(Beginning of Data records)

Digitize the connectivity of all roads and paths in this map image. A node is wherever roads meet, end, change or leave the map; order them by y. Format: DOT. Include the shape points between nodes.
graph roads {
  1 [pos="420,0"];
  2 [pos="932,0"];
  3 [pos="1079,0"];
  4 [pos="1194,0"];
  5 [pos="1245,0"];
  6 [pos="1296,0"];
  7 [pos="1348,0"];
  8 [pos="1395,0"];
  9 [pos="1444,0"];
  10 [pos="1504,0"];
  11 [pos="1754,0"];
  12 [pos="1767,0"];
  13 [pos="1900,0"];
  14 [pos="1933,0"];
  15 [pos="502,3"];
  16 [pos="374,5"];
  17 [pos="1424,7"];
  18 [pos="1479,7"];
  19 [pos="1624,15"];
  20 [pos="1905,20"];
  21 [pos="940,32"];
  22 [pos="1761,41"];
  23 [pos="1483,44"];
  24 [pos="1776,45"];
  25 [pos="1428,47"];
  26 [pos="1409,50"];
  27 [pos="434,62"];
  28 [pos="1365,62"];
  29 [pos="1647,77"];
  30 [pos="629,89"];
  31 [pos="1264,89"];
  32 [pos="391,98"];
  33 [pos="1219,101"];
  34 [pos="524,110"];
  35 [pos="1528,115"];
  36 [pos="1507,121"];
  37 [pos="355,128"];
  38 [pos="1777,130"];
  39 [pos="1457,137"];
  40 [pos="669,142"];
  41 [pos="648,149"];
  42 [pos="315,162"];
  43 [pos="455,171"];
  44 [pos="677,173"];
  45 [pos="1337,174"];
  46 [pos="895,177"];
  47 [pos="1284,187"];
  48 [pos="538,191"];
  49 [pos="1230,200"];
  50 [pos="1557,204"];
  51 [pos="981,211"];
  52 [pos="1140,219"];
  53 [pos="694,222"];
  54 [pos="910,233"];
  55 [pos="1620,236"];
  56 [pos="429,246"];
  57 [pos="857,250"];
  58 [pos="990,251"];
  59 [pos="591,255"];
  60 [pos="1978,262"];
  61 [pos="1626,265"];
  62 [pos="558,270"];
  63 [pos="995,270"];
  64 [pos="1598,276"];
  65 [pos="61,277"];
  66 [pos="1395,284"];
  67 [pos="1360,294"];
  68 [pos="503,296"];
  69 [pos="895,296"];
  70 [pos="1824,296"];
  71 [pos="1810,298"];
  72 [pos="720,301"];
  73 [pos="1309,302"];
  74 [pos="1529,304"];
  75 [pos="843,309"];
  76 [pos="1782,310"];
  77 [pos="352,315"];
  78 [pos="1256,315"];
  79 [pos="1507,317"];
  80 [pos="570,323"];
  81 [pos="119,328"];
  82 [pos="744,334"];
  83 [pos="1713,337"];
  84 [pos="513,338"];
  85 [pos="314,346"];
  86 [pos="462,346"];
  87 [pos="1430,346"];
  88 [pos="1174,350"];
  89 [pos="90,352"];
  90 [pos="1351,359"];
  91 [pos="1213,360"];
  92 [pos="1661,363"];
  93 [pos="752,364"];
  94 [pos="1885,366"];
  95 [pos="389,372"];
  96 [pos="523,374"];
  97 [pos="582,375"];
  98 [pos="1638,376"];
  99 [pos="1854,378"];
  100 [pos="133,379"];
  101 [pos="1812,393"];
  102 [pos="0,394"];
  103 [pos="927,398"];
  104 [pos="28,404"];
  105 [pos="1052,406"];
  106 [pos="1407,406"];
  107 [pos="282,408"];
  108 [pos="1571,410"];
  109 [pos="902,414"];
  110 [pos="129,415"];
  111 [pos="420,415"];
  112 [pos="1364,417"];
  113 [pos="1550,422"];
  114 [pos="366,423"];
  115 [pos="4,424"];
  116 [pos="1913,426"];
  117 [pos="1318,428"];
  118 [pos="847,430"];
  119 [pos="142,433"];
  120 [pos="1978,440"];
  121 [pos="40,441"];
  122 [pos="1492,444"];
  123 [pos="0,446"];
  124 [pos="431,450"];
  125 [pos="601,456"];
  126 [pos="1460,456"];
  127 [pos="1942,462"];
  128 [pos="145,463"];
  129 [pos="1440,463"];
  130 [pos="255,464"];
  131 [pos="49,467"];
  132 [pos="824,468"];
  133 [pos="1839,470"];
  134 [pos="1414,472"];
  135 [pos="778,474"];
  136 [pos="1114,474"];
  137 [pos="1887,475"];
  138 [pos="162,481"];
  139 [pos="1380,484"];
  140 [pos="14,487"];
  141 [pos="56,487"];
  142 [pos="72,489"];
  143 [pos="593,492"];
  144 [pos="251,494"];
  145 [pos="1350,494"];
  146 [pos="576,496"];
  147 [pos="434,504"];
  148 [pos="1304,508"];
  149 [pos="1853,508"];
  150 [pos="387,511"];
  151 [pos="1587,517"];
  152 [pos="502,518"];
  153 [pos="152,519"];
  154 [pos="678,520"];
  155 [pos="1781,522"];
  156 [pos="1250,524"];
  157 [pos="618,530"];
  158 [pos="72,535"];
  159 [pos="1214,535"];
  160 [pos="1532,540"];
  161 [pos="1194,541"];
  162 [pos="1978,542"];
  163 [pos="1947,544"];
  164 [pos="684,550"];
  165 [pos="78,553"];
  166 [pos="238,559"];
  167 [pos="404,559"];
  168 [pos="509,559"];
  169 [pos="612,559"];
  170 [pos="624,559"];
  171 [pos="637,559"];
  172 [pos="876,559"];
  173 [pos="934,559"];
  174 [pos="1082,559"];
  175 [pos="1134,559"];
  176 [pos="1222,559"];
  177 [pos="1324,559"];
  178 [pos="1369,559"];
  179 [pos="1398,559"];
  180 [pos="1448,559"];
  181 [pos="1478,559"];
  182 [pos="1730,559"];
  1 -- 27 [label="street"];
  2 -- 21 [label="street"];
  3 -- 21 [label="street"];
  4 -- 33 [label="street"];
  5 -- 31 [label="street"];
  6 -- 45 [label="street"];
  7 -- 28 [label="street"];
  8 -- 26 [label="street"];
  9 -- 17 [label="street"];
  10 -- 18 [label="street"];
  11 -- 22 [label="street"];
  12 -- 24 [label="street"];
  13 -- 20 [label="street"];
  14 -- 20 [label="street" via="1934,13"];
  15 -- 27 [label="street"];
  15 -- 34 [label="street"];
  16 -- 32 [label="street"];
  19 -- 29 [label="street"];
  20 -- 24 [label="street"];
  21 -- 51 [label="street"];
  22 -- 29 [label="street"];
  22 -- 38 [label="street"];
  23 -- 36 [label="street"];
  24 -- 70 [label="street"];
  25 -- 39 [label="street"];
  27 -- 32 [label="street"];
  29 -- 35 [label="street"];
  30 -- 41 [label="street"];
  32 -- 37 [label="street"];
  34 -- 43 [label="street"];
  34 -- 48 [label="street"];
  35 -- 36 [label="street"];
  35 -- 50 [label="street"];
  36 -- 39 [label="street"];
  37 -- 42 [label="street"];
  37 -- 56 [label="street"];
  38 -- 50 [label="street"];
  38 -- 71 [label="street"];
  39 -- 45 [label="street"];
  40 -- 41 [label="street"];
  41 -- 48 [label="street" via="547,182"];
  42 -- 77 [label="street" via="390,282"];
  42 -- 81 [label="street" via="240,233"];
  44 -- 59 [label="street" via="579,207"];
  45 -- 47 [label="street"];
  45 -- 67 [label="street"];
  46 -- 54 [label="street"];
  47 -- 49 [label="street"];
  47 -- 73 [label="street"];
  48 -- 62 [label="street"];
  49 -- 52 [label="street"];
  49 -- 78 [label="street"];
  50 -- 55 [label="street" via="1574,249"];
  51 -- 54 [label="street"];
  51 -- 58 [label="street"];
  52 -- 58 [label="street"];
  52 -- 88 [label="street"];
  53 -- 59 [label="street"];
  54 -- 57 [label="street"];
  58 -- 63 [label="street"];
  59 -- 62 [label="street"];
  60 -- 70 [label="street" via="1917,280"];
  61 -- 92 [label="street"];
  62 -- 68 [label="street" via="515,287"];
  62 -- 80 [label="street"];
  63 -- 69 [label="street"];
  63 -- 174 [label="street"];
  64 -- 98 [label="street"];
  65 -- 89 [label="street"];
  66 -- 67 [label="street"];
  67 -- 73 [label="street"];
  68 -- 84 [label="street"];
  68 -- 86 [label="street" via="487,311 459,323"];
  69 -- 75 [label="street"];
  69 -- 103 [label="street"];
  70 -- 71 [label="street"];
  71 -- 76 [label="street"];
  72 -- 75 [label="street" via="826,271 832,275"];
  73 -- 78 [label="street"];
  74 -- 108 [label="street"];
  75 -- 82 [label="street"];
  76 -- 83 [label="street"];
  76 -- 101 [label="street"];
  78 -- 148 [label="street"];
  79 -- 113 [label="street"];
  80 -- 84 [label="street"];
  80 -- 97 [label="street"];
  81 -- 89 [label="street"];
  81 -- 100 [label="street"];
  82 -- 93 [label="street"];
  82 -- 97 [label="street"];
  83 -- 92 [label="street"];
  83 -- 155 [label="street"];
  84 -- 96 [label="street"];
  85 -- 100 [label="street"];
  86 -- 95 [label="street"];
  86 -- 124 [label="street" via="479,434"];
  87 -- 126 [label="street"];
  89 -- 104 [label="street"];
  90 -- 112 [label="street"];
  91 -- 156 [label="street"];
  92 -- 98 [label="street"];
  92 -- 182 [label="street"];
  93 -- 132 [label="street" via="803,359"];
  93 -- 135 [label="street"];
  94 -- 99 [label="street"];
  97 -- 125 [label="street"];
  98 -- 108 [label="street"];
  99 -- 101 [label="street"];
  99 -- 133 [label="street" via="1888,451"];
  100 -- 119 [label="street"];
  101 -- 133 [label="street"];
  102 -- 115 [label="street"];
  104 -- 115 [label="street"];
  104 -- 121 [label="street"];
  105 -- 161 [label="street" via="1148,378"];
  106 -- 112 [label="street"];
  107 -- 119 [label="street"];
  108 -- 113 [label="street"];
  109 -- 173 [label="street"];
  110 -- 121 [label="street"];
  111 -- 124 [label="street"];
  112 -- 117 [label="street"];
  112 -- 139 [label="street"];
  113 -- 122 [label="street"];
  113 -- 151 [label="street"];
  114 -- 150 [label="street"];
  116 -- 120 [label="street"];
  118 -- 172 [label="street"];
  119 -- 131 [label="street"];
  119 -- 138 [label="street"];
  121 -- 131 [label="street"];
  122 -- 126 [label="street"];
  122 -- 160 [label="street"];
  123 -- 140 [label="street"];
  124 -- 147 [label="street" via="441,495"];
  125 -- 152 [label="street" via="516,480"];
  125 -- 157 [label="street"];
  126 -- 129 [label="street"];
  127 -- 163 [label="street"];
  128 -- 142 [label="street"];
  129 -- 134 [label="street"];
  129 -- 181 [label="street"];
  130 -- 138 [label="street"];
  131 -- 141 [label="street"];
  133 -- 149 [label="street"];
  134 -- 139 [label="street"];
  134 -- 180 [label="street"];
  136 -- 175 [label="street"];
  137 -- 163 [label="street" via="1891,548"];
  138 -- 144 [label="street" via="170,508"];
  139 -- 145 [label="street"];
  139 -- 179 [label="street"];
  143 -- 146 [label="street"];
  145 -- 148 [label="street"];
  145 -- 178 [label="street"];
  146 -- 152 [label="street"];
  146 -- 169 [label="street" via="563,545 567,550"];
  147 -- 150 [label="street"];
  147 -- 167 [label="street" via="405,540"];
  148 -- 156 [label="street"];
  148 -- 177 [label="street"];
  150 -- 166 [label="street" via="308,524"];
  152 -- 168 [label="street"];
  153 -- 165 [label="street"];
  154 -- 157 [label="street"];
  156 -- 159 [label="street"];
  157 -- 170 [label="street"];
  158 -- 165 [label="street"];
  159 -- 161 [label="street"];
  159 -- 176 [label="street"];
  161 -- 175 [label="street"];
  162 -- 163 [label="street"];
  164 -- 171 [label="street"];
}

(End of Data records)

◆ Prompt ◆
Using the records given above, list every line that includes the word "roads".

◆ Output of the task ◆
Digitize the connectivity of all roads and paths in this map image. A node is wherever roads meet, end, change or leave the map; order them by y. Format: DOT. Include the shape points between nodes.
graph roads {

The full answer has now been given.